Sorcerer's Apprentice Syndrome
From Wikipedia, the free encyclopedia
Sorcerer's Apprentice Syndrome (SAS) is a particularly bad network protocol flaw, discovered in the original versions of TFTP. It was named after the Sorcerer's Apprentice segment of Fantasia, because the details of its operation closely resemble the disaster that befalls the sorcerer's apprentice: the problem resulted in an ever-growing replication of every packet in the transfer. The problem occurred because of a known failure mode of the internetwork which, through a mistake on the part of the protocol designers, was not taken into account when the protocol was designed; it interacted with several details of the mechanisms of TFTP to produce SAS.
Contents |
[edit] Technical background
TFTP operates in a simple lock-step - there is only ever one packet outstanding at any time, and every packet received by either party caused one packet to be sent in reply (until the termination of the transfer). The TFTP specification said that any time any packet was received, the receiver was required to send the appropriate reply packet. Thus, the receipt of a block of data triggered the sending of an 'acknowledgement', and the receipt of an acknowledgement triggered the sending of the next data block. This may sound fairly harmless, but it led to disaster.

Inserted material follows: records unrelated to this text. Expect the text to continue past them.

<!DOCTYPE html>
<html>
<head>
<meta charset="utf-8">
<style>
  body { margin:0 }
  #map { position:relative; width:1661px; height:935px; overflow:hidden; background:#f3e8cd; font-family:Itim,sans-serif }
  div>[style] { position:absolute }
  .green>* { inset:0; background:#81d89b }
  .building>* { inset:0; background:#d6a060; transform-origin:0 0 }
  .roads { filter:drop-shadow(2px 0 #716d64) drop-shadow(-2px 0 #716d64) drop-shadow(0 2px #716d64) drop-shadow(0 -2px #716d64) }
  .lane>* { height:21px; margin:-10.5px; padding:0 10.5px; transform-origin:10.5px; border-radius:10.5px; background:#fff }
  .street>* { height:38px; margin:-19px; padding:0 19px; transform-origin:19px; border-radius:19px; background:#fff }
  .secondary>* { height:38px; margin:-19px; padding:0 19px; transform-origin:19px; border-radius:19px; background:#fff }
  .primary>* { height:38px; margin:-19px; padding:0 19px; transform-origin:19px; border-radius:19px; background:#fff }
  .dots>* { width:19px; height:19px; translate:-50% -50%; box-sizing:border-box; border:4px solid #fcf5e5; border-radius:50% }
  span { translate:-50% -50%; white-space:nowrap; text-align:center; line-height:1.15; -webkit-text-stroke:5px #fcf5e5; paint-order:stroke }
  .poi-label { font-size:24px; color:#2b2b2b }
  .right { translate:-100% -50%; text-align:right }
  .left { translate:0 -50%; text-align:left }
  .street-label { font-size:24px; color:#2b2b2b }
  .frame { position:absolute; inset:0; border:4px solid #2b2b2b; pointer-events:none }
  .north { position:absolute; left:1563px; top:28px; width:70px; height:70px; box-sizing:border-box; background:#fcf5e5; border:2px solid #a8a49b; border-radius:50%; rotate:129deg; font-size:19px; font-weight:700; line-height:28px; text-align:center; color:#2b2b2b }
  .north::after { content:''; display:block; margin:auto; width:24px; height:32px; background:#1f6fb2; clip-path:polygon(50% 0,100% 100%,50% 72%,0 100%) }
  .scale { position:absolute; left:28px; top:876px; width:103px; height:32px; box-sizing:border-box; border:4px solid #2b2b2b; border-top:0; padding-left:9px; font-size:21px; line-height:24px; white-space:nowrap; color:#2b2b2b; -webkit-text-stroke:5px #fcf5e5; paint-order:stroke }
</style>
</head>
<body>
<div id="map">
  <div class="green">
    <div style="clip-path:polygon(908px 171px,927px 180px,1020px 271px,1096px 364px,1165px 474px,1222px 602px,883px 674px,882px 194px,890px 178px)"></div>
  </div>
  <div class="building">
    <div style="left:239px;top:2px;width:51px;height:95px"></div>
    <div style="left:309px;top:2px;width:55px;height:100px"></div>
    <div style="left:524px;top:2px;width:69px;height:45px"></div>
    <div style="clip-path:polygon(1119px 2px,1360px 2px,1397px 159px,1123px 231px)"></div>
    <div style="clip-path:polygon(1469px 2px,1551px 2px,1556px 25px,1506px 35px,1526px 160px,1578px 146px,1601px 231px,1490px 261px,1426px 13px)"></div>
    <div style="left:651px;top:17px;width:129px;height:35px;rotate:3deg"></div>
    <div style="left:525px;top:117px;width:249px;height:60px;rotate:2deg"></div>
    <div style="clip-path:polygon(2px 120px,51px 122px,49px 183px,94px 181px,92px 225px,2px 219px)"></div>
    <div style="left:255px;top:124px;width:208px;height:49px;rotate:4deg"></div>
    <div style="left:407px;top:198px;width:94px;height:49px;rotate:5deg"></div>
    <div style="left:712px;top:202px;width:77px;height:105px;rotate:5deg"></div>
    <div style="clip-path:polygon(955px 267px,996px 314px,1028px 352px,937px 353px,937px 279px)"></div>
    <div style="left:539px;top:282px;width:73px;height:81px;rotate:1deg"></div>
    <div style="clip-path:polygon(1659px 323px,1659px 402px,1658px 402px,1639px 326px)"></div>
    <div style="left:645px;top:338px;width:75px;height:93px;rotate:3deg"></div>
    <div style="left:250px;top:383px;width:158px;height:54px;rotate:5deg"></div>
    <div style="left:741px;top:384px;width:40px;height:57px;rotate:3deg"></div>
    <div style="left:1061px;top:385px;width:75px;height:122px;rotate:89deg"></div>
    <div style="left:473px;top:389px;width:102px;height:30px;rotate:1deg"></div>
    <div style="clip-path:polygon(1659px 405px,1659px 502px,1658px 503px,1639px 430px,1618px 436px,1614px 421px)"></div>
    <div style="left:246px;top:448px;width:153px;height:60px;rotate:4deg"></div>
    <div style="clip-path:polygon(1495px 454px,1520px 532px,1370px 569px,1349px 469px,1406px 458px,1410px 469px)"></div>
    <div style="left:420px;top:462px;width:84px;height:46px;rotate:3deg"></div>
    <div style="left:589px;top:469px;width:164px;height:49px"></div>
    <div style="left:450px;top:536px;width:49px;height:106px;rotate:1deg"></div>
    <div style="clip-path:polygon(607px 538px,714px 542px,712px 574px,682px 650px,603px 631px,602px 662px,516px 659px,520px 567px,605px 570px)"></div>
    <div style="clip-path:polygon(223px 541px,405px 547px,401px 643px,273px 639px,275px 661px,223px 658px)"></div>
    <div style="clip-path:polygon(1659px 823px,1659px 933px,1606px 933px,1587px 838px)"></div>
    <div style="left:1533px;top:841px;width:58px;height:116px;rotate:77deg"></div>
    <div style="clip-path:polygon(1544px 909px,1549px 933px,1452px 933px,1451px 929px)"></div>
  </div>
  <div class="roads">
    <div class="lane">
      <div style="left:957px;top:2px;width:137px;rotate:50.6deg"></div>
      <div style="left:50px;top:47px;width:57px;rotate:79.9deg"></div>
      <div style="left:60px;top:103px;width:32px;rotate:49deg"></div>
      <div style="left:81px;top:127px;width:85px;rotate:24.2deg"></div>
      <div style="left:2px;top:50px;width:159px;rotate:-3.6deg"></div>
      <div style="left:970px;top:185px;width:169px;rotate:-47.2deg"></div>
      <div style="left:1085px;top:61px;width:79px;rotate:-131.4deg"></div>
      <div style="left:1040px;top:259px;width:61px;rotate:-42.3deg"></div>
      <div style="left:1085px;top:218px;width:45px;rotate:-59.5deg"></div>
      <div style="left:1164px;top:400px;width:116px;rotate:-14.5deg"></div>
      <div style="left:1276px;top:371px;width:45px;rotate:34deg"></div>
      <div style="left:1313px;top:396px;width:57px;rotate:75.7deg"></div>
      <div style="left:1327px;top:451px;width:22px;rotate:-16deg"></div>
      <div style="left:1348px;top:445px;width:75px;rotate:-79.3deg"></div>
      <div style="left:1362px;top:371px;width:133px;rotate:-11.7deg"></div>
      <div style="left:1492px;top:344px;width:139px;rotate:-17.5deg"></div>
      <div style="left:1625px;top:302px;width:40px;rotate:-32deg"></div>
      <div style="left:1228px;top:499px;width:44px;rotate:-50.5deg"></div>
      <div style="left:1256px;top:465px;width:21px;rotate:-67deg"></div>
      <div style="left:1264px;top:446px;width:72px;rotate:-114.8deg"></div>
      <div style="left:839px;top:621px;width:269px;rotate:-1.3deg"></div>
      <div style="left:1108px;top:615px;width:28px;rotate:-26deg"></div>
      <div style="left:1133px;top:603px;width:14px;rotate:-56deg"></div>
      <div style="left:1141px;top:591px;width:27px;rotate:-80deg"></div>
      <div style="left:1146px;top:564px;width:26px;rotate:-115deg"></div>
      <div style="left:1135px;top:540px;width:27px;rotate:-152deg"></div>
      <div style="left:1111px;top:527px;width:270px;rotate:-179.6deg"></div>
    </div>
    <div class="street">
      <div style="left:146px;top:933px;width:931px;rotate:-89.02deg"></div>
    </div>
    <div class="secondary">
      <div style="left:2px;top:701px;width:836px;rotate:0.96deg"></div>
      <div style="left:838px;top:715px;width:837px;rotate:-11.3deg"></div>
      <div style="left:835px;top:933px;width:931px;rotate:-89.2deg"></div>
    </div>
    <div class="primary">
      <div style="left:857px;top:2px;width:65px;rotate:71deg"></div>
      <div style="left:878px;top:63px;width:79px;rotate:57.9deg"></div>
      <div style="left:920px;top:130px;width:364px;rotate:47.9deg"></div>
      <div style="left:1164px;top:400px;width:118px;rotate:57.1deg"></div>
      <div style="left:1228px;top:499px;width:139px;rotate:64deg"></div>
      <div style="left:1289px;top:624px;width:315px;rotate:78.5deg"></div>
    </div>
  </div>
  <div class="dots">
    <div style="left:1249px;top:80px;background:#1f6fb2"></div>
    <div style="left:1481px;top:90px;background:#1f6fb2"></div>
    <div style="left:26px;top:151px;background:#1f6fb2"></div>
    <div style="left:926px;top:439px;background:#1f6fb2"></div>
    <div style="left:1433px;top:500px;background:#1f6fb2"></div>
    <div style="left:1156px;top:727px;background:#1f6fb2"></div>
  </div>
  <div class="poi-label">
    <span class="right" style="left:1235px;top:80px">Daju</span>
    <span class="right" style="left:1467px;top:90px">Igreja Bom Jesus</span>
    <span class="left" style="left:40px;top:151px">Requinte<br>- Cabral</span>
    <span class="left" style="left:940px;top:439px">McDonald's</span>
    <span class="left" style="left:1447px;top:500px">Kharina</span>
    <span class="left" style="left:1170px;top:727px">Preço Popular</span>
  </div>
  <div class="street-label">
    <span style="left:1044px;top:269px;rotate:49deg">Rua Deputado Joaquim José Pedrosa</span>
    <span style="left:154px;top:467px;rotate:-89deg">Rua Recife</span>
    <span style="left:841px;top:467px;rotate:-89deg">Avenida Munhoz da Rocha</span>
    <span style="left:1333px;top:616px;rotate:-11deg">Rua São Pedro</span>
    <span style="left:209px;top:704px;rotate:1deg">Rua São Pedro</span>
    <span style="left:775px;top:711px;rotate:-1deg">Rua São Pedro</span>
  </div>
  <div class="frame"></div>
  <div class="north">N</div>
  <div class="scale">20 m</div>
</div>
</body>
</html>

TFTP also, like all protocols designed to operate across an unreliable network, includes timeouts. I.e. when it does something to which it expects a reply from the party at the other end (e.g. sends it a packet), it starts a timer, and if the timer goes off and the reply has not been received, it takes some action; usually, the response is to re-send the original packet.
[edit] Details of SAS
SAS occurred when a packet was not lost in the internetwork, but rather simply delayed, and later successfully delivered, after a timeout had occurred (on either side).
The timeout caused a second copy of the previous packet to be generated, notionally to replace the 'lost' packet. However, the first copy was not lost, and since, according to the TFTP specification, receipt of any packet always forced the generation of a reply packet, two replies were generated (one to each copy). Those forced the generation of two replies to them, and so on. A typical scenario was as follows:
- Computer S (source) sends data block X to computer D (destination)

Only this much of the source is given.